■ EXCERPTED DATA:
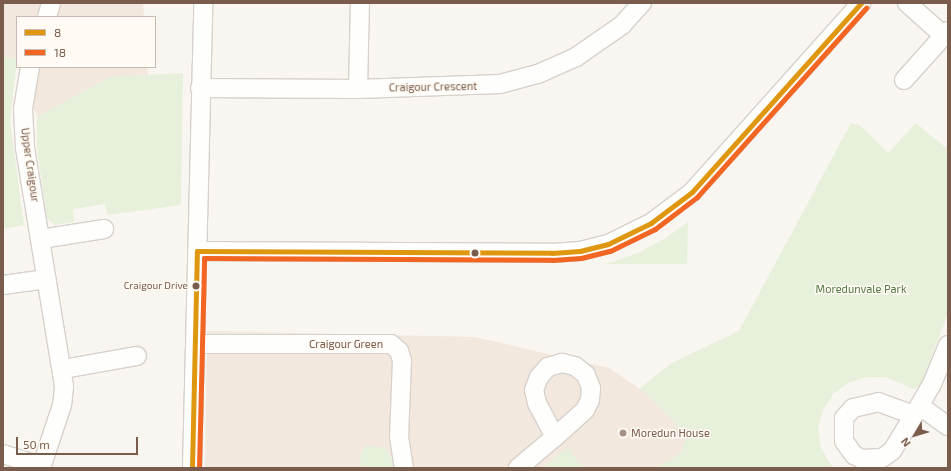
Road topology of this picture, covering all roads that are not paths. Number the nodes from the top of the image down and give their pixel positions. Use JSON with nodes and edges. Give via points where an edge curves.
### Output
{"nodes":[{"id":1,"x":51,"y":3,"type":"edge"},
{"id":2,"x":203,"y":3,"type":"edge"},
{"id":3,"x":360,"y":3,"type":"edge"},
{"id":4,"x":642,"y":3,"type":"edge"},
{"id":5,"x":907,"y":3,"type":"edge"},
{"id":6,"x":857,"y":5,"type":"edge"},
{"id":7,"x":47,"y":16,"type":"edge"},
{"id":8,"x":946,"y":34,"type":"edge"},
{"id":9,"x":30,"y":68,"type":"edge"},
{"id":10,"x":904,"y":80,"type":"dead end"},
{"id":11,"x":200,"y":88,"type":"junction"},
{"id":12,"x":358,"y":89,"type":"junction"},
{"id":13,"x":104,"y":229,"type":"dead end"},
{"id":14,"x":41,"y":239,"type":"junction"},
{"id":15,"x":197,"y":251,"type":"junction"},
{"id":16,"x":47,"y":279,"type":"junction"},
{"id":17,"x":3,"y":285,"type":"edge"},
{"id":18,"x":196,"y":344,"type":"junction"},
{"id":19,"x":948,"y":345,"type":"edge"},
{"id":20,"x":137,"y":356,"type":"dead end"},
{"id":21,"x":63,"y":369,"type":"junction"},
{"id":22,"x":948,"y":426,"type":"edge"},
{"id":23,"x":555,"y":437,"type":"dead end"},
{"id":24,"x":3,"y":454,"type":"edge"},
{"id":25,"x":41,"y":467,"type":"edge"},
{"id":26,"x":192,"y":468,"type":"edge"},
{"id":27,"x":404,"y":468,"type":"edge"},
{"id":28,"x":518,"y":468,"type":"edge"}],
"edges":[{"from":1,"to":7,"type":"street"},
{"from":2,"to":11,"type":"street"},
{"from":3,"to":12,"type":"street"},
{"from":4,"to":12,"type":"street","name":"Craigour Crescent","via":[[622,25],[590,49],[525,78],[487,86]]},
{"from":5,"to":8,"type":"street"},
{"from":6,"to":15,"type":"street","via":[[692,192],[651,223],[608,244],[580,251],[552,253]]},
{"from":8,"to":10,"type":"street"},
{"from":9,"to":14,"type":"street","name":"Upper Craigour","via":[[23,109],[25,148]]},
{"from":11,"to":12,"type":"street","name":"Craigour Crescent"},
{"from":11,"to":15,"type":"street"},
{"from":13,"to":14,"type":"street"},
{"from":14,"to":16,"type":"street","name":"Upper Craigour"},
{"from":15,"to":18,"type":"street"},
{"from":16,"to":17,"type":"street"},
{"from":16,"to":21,"type":"street","name":"Upper Craigour"},
{"from":18,"to":26,"type":"street"},
{"from":18,"to":27,"type":"street","name":"Craigour Green","via":[[391,344],[399,351],[402,360],[399,437]]},
{"from":19,"to":22,"type":"street","via":[[917,411]]},
{"from":20,"to":21,"type":"street"},
{"from":21,"to":25,"type":"street","name":"Upper Craigour","via":[[62,405]]},
{"from":23,"to":28,"type":"street"},
{"from":24,"to":25,"type":"street","name":"Upper Craigour"}]}
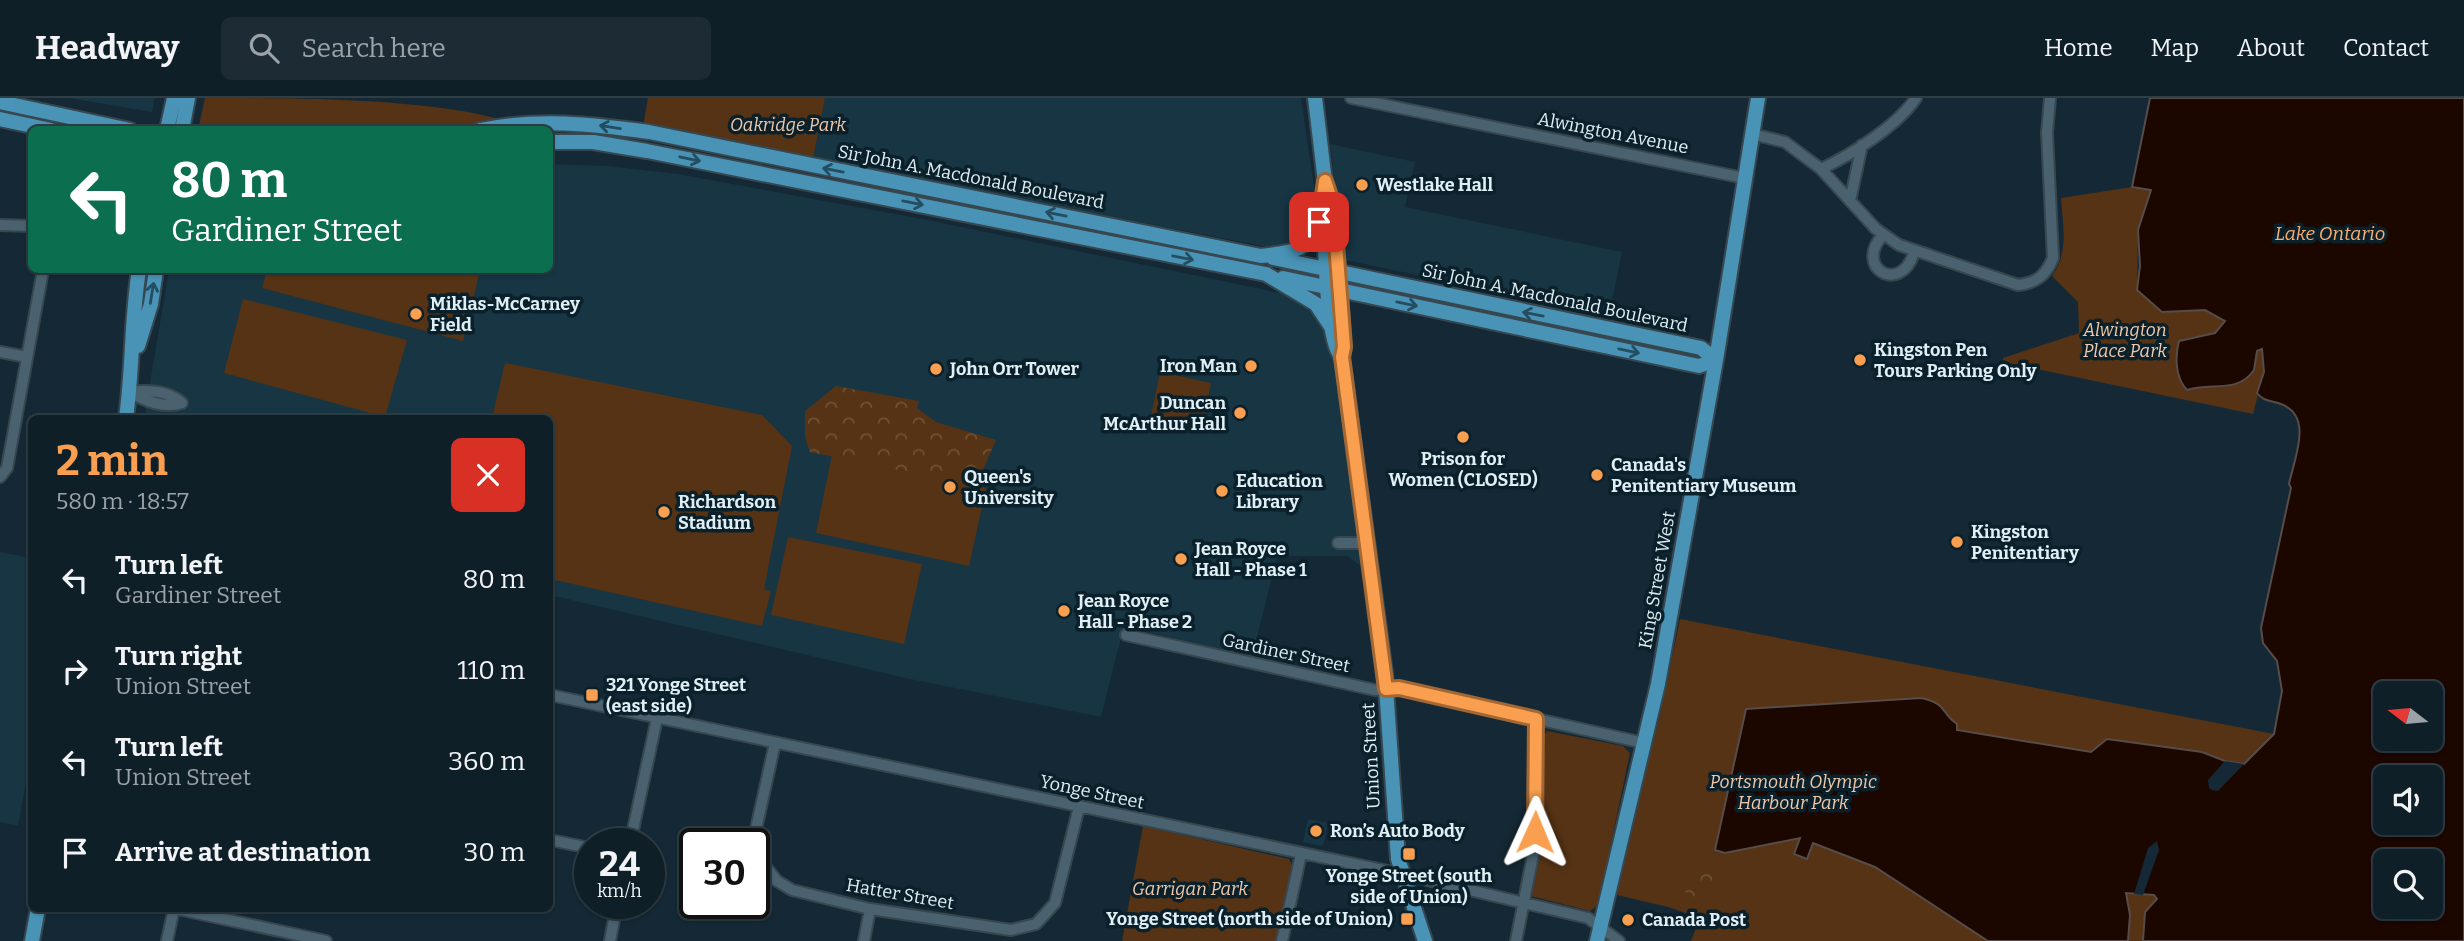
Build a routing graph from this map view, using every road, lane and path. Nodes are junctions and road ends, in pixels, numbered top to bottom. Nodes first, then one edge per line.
1 (174, 98) edge
2 (188, 98) edge
3 (1315, 98) edge
4 (1352, 98) edge
5 (1758, 98) edge
6 (1916, 98) edge
7 (2050, 98) edge
8 (0, 102) edge
9 (0, 119) edge
10 (32, 126) edge
11 (111, 126) edge
12 (168, 126) edge
13 (183, 126) edge
14 (514, 126) edge
15 (1752, 134) junction
16 (553, 142) edge
17 (1862, 145) junction
18 (1821, 169) junction
19 (1744, 178) junction
20 (1325, 181) junction
21 (1850, 201) junction
22 (1324, 207) junction
23 (0, 225) edge
24 (28, 226) edge
25 (1883, 235) junction
26 (1914, 253) junction
27 (1261, 256) junction
28 (1332, 270) junction
29 (42, 273) edge
30 (139, 273) edge
31 (155, 273) edge
32 (1266, 274) junction
33 (1334, 289) junction
34 (1332, 328) junction
35 (0, 352) edge
36 (27, 357) junction
37 (1342, 357) junction
38 (1716, 360) junction
39 (133, 364) junction
40 (126, 415) edge
41 (0, 477) edge
42 (1338, 543) dead end
43 (1367, 543) junction
44 (1126, 635) dead end
45 (1386, 689) junction
46 (553, 696) edge
47 (657, 718) junction
48 (1536, 719) junction
49 (775, 743) junction
50 (1644, 743) junction
51 (1079, 807) junction
52 (633, 828) edge
53 (553, 840) edge
54 (574, 844) edge
55 (1301, 854) junction
56 (1402, 874) junction
57 (1524, 903) junction
58 (870, 909) junction
59 (36, 912) edge
60 (173, 912) edge
61 (192, 912) edge
62 (614, 919) edge
63 (1599, 934) edge
64 (32, 941) edge
65 (167, 941) edge
66 (326, 941) edge
67 (610, 941) edge
68 (864, 941) edge
69 (1282, 941) edge
70 (1425, 941) edge
71 (1516, 941) edge
72 (1619, 941) edge

1 - 12 main road
2 - 13 main road
3 - 20 main road, Union Street
4 - 19 street, Alwington Avenue
5 - 15 main road, King Street West
6 - 17 street
7 - 26 street
8 - 11 main road
9 - 10 main road
27 -> 14 main road, Sir John A. Macdonald Boulevard
15 - 18 street
15 - 19 main road, King Street West
16 -> 32 main road, Sir John A. Macdonald Boulevard
17 - 18 street
17 - 21 street
18 - 21 street
19 - 38 main road, King Street West
20 - 22 main road, Union Street
20 - 28 main road, Union Street
21 - 25 street
22 - 27 main road
22 - 28 main road, Union Street
23 - 24 street
25 - 26 street
25 - 26 street
27 - 28 main road, Sir John A. Macdonald Boulevard
28 - 33 main road, Union Street
38 -> 28 main road, Sir John A. Macdonald Boulevard
29 - 36 street
30 - 39 main road
39 -> 31 main road
32 - 33 main road, Sir John A. Macdonald Boulevard
32 - 34 main road
33 - 34 main road, Union Street
33 - 37 main road, Union Street
33 -> 38 main road, Sir John A. Macdonald Boulevard
34 - 37 main road, Union Street
35 - 36 street
36 - 41 street
37 - 43 main road, Union Street
38 - 50 main road, King Street West
39 - 40 main road
42 - 43 street
43 - 45 main road, Union Street
44 - 45 street, Gardiner Street
45 - 48 street, Gardiner Street
45 - 56 main road, Union Street
46 - 47 street, Yonge Street
47 - 49 street, Yonge Street
47 - 52 street
48 - 50 street, Gardiner Street
48 - 57 street
49 - 51 street, Yonge Street
49 - 58 street, Hatter Street
50 - 63 main road, King Street West
51 - 55 street, Yonge Street
51 - 58 street, Hatter Street
53 - 54 street
55 - 56 street, Yonge Street
55 - 69 street
56 - 57 street, Yonge Street
56 - 70 main road, Union Street
57 - 63 street, Yonge Street
57 - 71 street
58 - 68 street
59 - 64 main road
60 - 65 street
61 - 66 street
62 - 67 street
63 - 72 street, Yonge Street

■ ACTION ITEM: Set down every entry above exactly as written. Leave out all pictures.

■ WRITTEN REPLY:
Road topology of this picture, covering all roads that are not paths. Number the nodes from the top of the image down and give their pixel positions. Use JSON with nodes and edges. Give via points where an edge curves.
### Output
{"nodes":[{"id":1,"x":51,"y":3,"type":"edge"},
{"id":2,"x":203,"y":3,"type":"edge"},
{"id":3,"x":360,"y":3,"type":"edge"},
{"id":4,"x":642,"y":3,"type":"edge"},
{"id":5,"x":907,"y":3,"type":"edge"},
{"id":6,"x":857,"y":5,"type":"edge"},
{"id":7,"x":47,"y":16,"type":"edge"},
{"id":8,"x":946,"y":34,"type":"edge"},
{"id":9,"x":30,"y":68,"type":"edge"},
{"id":10,"x":904,"y":80,"type":"dead end"},
{"id":11,"x":200,"y":88,"type":"junction"},
{"id":12,"x":358,"y":89,"type":"junction"},
{"id":13,"x":104,"y":229,"type":"dead end"},
{"id":14,"x":41,"y":239,"type":"junction"},
{"id":15,"x":197,"y":251,"type":"junction"},
{"id":16,"x":47,"y":279,"type":"junction"},
{"id":17,"x":3,"y":285,"type":"edge"},
{"id":18,"x":196,"y":344,"type":"junction"},
{"id":19,"x":948,"y":345,"type":"edge"},
{"id":20,"x":137,"y":356,"type":"dead end"},
{"id":21,"x":63,"y":369,"type":"junction"},
{"id":22,"x":948,"y":426,"type":"edge"},
{"id":23,"x":555,"y":437,"type":"dead end"},
{"id":24,"x":3,"y":454,"type":"edge"},
{"id":25,"x":41,"y":467,"type":"edge"},
{"id":26,"x":192,"y":468,"type":"edge"},
{"id":27,"x":404,"y":468,"type":"edge"},
{"id":28,"x":518,"y":468,"type":"edge"}],
"edges":[{"from":1,"to":7,"type":"street"},
{"from":2,"to":11,"type":"street"},
{"from":3,"to":12,"type":"street"},
{"from":4,"to":12,"type":"street","name":"Craigour Crescent","via":[[622,25],[590,49],[525,78],[487,86]]},
{"from":5,"to":8,"type":"street"},
{"from":6,"to":15,"type":"street","via":[[692,192],[651,223],[608,244],[580,251],[552,253]]},
{"from":8,"to":10,"type":"street"},
{"from":9,"to":14,"type":"street","name":"Upper Craigour","via":[[23,109],[25,148]]},
{"from":11,"to":12,"type":"street","name":"Craigour Crescent"},
{"from":11,"to":15,"type":"street"},
{"from":13,"to":14,"type":"street"},
{"from":14,"to":16,"type":"street","name":"Upper Craigour"},
{"from":15,"to":18,"type":"street"},
{"from":16,"to":17,"type":"street"},
{"from":16,"to":21,"type":"street","name":"Upper Craigour"},
{"from":18,"to":26,"type":"street"},
{"from":18,"to":27,"type":"street","name":"Craigour Green","via":[[391,344],[399,351],[402,360],[399,437]]},
{"from":19,"to":22,"type":"street","via":[[917,411]]},
{"from":20,"to":21,"type":"street"},
{"from":21,"to":25,"type":"street","name":"Upper Craigour","via":[[62,405]]},
{"from":23,"to":28,"type":"street"},
{"from":24,"to":25,"type":"street","name":"Upper Craigour"}]}
Build a routing graph from this map view, using every road, lane and path. Nodes are junctions and road ends, in pixels, numbered top to bottom. Nodes first, then one edge per line.
1 (174, 98) edge
2 (188, 98) edge
3 (1315, 98) edge
4 (1352, 98) edge
5 (1758, 98) edge
6 (1916, 98) edge
7 (2050, 98) edge
8 (0, 102) edge
9 (0, 119) edge
10 (32, 126) edge
11 (111, 126) edge
12 (168, 126) edge
13 (183, 126) edge
14 (514, 126) edge
15 (1752, 134) junction
16 (553, 142) edge
17 (1862, 145) junction
18 (1821, 169) junction
19 (1744, 178) junction
20 (1325, 181) junction
21 (1850, 201) junction
22 (1324, 207) junction
23 (0, 225) edge
24 (28, 226) edge
25 (1883, 235) junction
26 (1914, 253) junction
27 (1261, 256) junction
28 (1332, 270) junction
29 (42, 273) edge
30 (139, 273) edge
31 (155, 273) edge
32 (1266, 274) junction
33 (1334, 289) junction
34 (1332, 328) junction
35 (0, 352) edge
36 (27, 357) junction
37 (1342, 357) junction
38 (1716, 360) junction
39 (133, 364) junction
40 (126, 415) edge
41 (0, 477) edge
42 (1338, 543) dead end
43 (1367, 543) junction
44 (1126, 635) dead end
45 (1386, 689) junction
46 (553, 696) edge
47 (657, 718) junction
48 (1536, 719) junction
49 (775, 743) junction
50 (1644, 743) junction
51 (1079, 807) junction
52 (633, 828) edge
53 (553, 840) edge
54 (574, 844) edge
55 (1301, 854) junction
56 (1402, 874) junction
57 (1524, 903) junction
58 (870, 909) junction
59 (36, 912) edge
60 (173, 912) edge
61 (192, 912) edge
62 (614, 919) edge
63 (1599, 934) edge
64 (32, 941) edge
65 (167, 941) edge
66 (326, 941) edge
67 (610, 941) edge
68 (864, 941) edge
69 (1282, 941) edge
70 (1425, 941) edge
71 (1516, 941) edge
72 (1619, 941) edge

1 - 12 main road
2 - 13 main road
3 - 20 main road, Union Street
4 - 19 street, Alwington Avenue
5 - 15 main road, King Street West
6 - 17 street
7 - 26 street
8 - 11 main road
9 - 10 main road
27 -> 14 main road, Sir John A. Macdonald Boulevard
15 - 18 street
15 - 19 main road, King Street West
16 -> 32 main road, Sir John A. Macdonald Boulevard
17 - 18 street
17 - 21 street
18 - 21 street
19 - 38 main road, King Street West
20 - 22 main road, Union Street
20 - 28 main road, Union Street
21 - 25 street
22 - 27 main road
22 - 28 main road, Union Street
23 - 24 street
25 - 26 street
25 - 26 street
27 - 28 main road, Sir John A. Macdonald Boulevard
28 - 33 main road, Union Street
38 -> 28 main road, Sir John A. Macdonald Boulevard
29 - 36 street
30 - 39 main road
39 -> 31 main road
32 - 33 main road, Sir John A. Macdonald Boulevard
32 - 34 main road
33 - 34 main road, Union Street
33 - 37 main road, Union Street
33 -> 38 main road, Sir John A. Macdonald Boulevard
34 - 37 main road, Union Street
35 - 36 street
36 - 41 street
37 - 43 main road, Union Street
38 - 50 main road, King Street West
39 - 40 main road
42 - 43 street
43 - 45 main road, Union Street
44 - 45 street, Gardiner Street
45 - 48 street, Gardiner Street
45 - 56 main road, Union Street
46 - 47 street, Yonge Street
47 - 49 street, Yonge Street
47 - 52 street
48 - 50 street, Gardiner Street
48 - 57 street
49 - 51 street, Yonge Street
49 - 58 street, Hatter Street
50 - 63 main road, King Street West
51 - 55 street, Yonge Street
51 - 58 street, Hatter Street
53 - 54 street
55 - 56 street, Yonge Street
55 - 69 street
56 - 57 street, Yonge Street
56 - 70 main road, Union Street
57 - 63 street, Yonge Street
57 - 71 street
58 - 68 street
59 - 64 main road
60 - 65 street
61 - 66 street
62 - 67 street
63 - 72 street, Yonge Street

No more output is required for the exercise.